- WHAT IS NEEDED
From the entries, copy every line that carries the string "Number".

START DATA FOR REVIEW

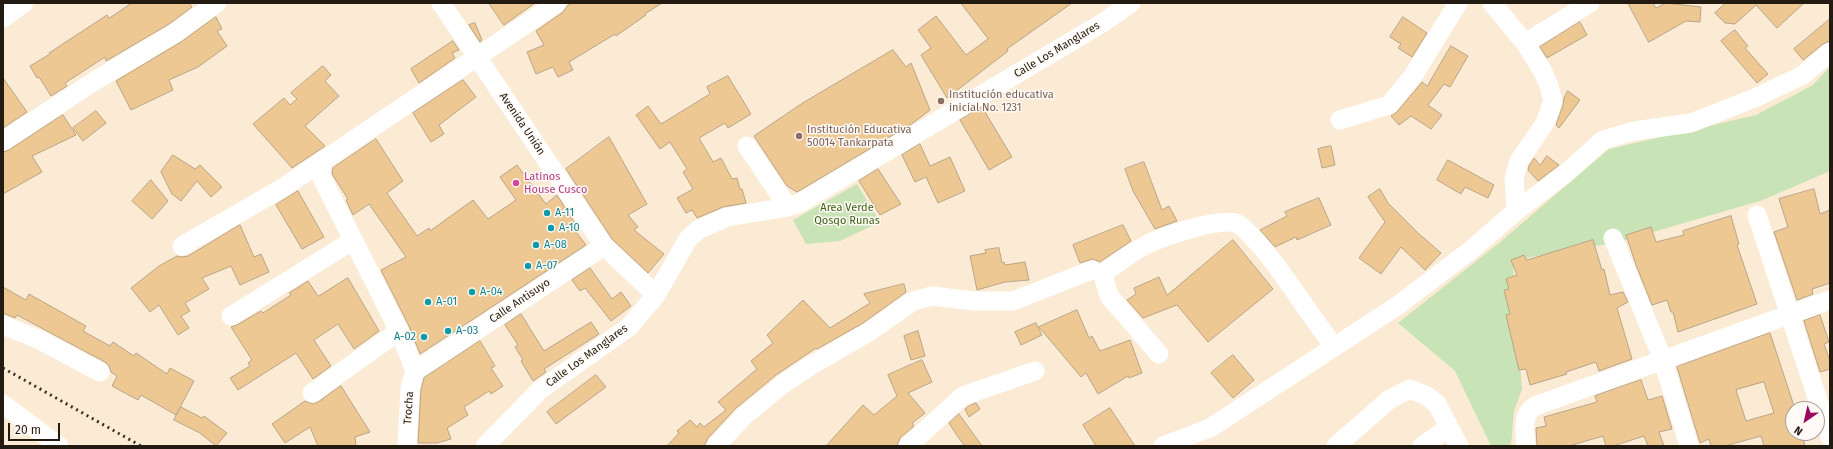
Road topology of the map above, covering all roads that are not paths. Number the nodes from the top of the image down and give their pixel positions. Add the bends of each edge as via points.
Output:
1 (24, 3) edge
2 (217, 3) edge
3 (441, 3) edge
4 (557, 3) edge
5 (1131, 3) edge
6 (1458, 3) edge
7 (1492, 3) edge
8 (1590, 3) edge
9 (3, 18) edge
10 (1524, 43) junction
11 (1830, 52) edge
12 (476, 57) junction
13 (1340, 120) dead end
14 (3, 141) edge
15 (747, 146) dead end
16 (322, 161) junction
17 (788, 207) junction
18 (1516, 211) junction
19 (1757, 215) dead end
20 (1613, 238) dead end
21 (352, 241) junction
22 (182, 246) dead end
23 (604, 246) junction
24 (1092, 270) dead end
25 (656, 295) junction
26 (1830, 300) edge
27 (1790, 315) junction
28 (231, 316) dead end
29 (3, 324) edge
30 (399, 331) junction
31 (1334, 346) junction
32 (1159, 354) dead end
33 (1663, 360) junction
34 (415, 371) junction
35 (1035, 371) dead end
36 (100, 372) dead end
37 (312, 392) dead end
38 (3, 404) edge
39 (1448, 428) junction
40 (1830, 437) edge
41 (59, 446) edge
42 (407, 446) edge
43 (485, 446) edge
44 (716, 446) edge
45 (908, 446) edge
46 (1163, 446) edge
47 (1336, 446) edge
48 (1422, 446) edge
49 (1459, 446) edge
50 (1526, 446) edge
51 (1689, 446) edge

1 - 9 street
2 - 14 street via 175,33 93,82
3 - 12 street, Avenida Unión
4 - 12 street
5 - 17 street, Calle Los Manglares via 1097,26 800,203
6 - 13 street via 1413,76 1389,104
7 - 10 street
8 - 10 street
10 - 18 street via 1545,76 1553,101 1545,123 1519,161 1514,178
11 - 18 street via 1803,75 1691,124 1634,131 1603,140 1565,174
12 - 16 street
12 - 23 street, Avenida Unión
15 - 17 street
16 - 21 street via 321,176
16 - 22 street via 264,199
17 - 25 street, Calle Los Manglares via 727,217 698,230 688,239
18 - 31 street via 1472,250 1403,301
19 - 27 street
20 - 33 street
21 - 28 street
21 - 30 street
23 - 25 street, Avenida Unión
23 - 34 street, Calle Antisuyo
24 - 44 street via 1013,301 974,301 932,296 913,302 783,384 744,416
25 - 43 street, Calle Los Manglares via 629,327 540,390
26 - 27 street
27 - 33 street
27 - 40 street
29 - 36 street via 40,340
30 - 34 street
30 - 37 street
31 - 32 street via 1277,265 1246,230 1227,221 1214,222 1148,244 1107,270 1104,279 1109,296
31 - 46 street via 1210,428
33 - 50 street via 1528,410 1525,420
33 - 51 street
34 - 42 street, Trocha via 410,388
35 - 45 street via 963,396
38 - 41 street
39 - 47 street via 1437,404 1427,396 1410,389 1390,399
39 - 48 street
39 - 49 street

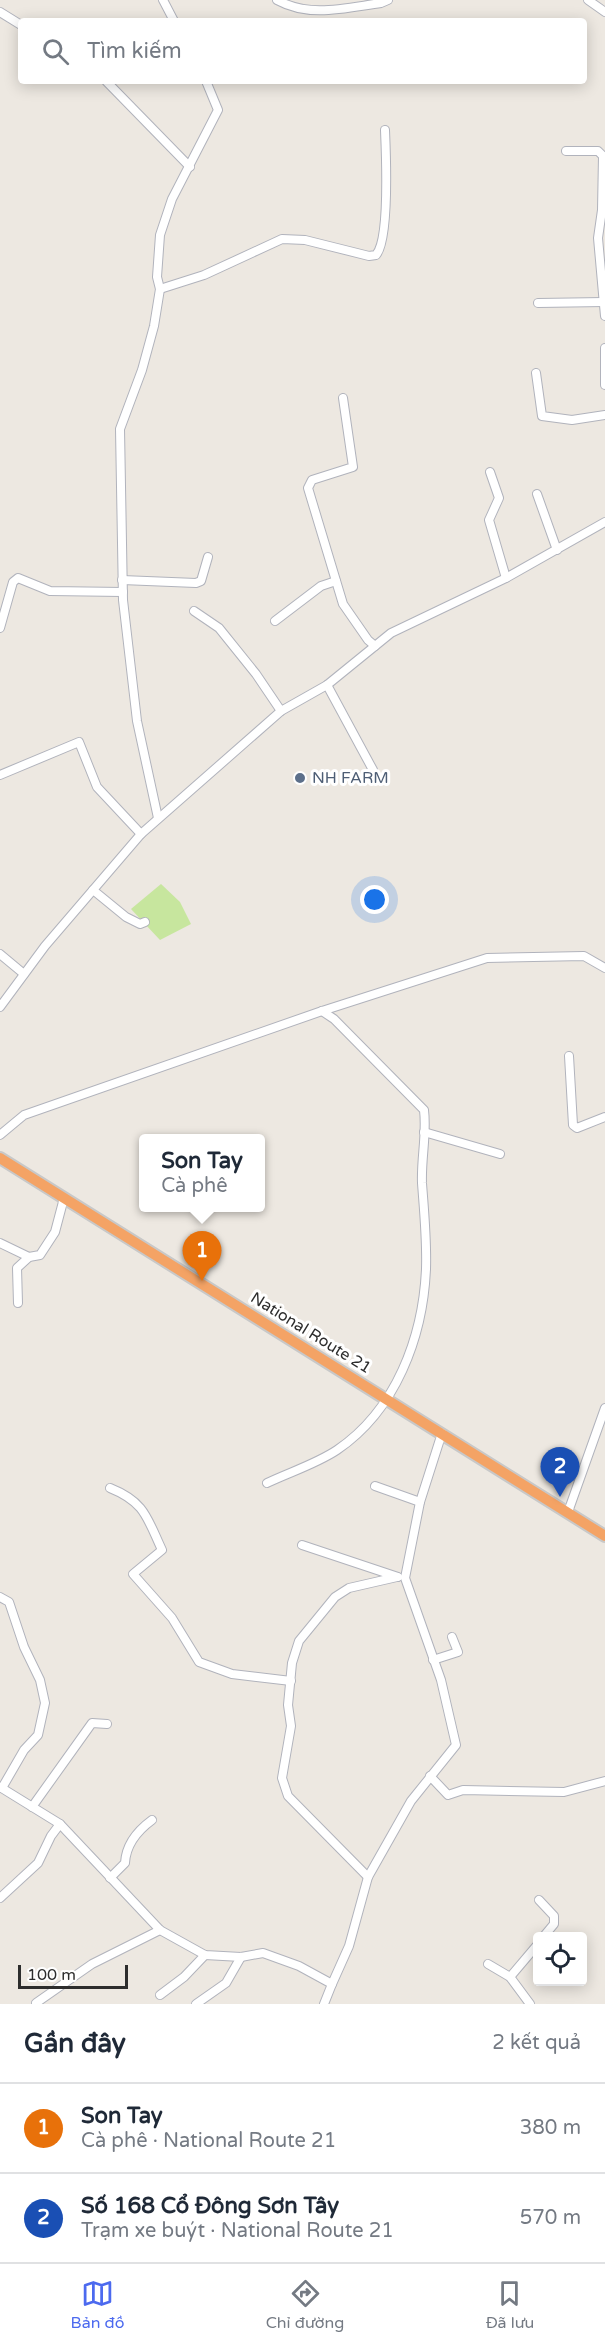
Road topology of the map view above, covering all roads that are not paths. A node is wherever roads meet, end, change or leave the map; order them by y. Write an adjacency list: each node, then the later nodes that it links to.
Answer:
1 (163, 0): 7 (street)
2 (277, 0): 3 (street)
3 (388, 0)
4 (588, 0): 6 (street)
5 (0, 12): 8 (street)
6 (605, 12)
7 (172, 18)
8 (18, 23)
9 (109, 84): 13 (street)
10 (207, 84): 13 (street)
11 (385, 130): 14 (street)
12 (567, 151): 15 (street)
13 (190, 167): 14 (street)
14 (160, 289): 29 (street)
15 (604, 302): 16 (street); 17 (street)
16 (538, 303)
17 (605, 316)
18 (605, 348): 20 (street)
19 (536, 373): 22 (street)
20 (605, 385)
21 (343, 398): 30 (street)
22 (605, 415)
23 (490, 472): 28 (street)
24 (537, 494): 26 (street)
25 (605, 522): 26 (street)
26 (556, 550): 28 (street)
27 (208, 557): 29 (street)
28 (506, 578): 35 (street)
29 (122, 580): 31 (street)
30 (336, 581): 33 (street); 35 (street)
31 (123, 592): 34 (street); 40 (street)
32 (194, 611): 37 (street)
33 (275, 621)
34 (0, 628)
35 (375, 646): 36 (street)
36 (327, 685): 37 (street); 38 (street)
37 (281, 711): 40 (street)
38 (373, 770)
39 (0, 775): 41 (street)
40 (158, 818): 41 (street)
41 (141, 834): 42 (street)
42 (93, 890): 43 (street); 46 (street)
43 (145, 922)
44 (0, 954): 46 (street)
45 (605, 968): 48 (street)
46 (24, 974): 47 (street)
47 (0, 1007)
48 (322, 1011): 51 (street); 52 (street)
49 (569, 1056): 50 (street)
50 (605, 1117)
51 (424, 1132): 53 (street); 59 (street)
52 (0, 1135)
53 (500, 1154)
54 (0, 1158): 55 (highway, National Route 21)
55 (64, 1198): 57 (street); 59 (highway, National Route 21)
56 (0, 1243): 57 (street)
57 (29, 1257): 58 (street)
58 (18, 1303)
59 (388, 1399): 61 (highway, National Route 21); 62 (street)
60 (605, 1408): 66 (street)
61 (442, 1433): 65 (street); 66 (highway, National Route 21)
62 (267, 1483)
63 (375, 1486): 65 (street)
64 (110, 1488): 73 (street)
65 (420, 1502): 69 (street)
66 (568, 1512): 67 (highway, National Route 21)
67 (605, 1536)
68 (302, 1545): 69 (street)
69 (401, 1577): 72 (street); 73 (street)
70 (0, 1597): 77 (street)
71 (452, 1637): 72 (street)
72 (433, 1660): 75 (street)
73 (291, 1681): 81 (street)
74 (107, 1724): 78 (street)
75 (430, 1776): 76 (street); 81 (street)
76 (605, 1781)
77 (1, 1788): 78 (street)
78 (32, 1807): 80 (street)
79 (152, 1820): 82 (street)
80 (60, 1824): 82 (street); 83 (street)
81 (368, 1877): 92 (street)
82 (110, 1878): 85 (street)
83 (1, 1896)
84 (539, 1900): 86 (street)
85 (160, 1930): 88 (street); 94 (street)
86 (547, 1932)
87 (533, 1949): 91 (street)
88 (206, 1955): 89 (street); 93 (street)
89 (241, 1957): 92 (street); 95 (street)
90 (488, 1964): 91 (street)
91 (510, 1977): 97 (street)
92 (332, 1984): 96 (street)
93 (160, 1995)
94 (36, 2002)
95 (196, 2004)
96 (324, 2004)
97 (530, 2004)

END DATA FOR REVIEW
START DATA FOR REVIEW

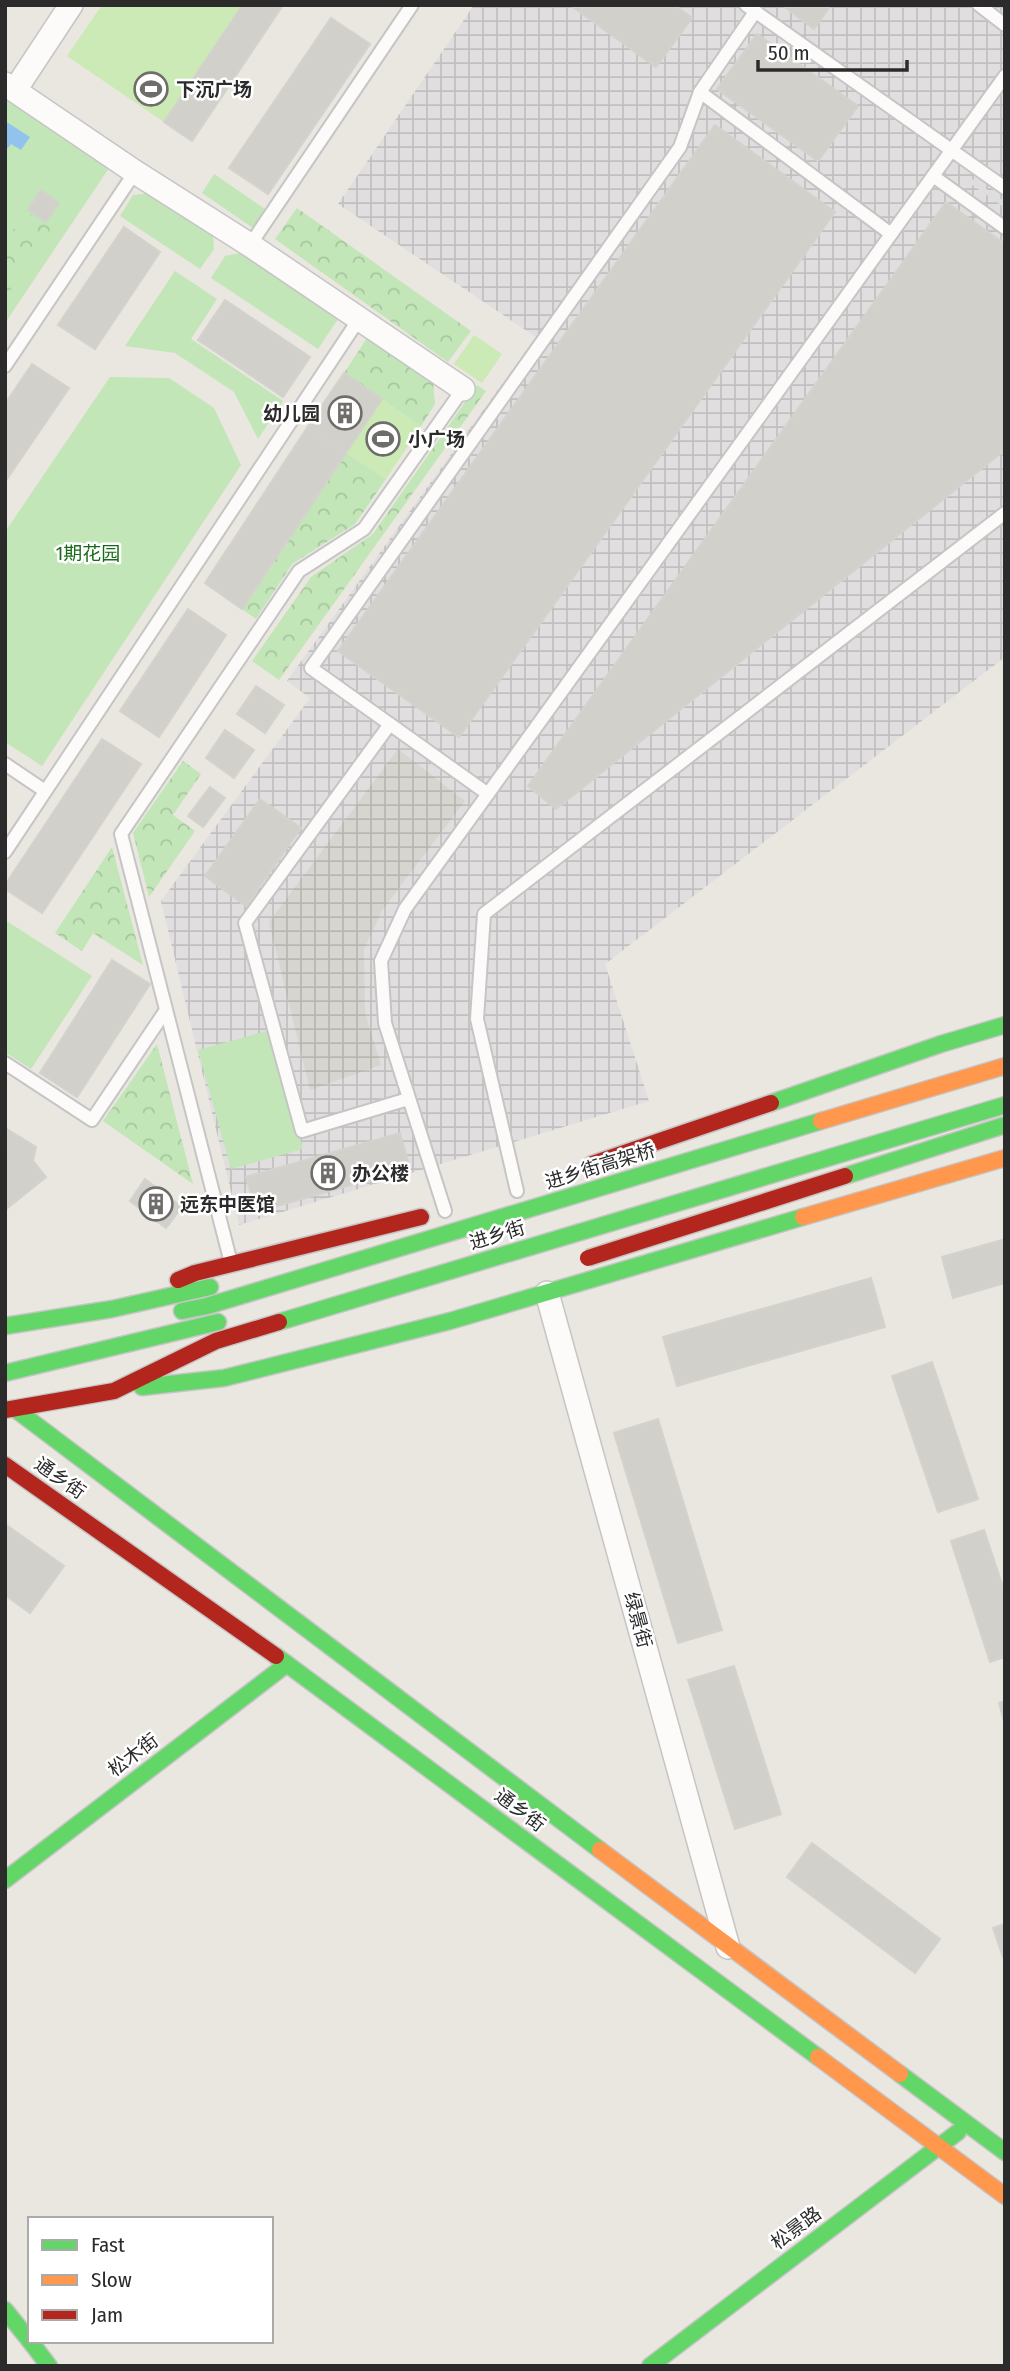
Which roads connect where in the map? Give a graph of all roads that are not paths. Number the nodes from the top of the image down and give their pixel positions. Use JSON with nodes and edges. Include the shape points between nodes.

END DATA FOR REVIEW
START DATA FOR REVIEW

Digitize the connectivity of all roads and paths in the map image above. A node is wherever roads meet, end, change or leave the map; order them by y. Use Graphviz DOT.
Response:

END DATA FOR REVIEW

- TASK RESPONSE
Road topology of the map above, covering all roads that are not paths. Number the nodes from the top of the image down and give their pixel positions. Add the bends of each edge as via points.
Which roads connect where in the map? Give a graph of all roads that are not paths. Number the nodes from the top of the image down and give their pixel positions. Use JSON with nodes and edges. Include the shape points between nodes.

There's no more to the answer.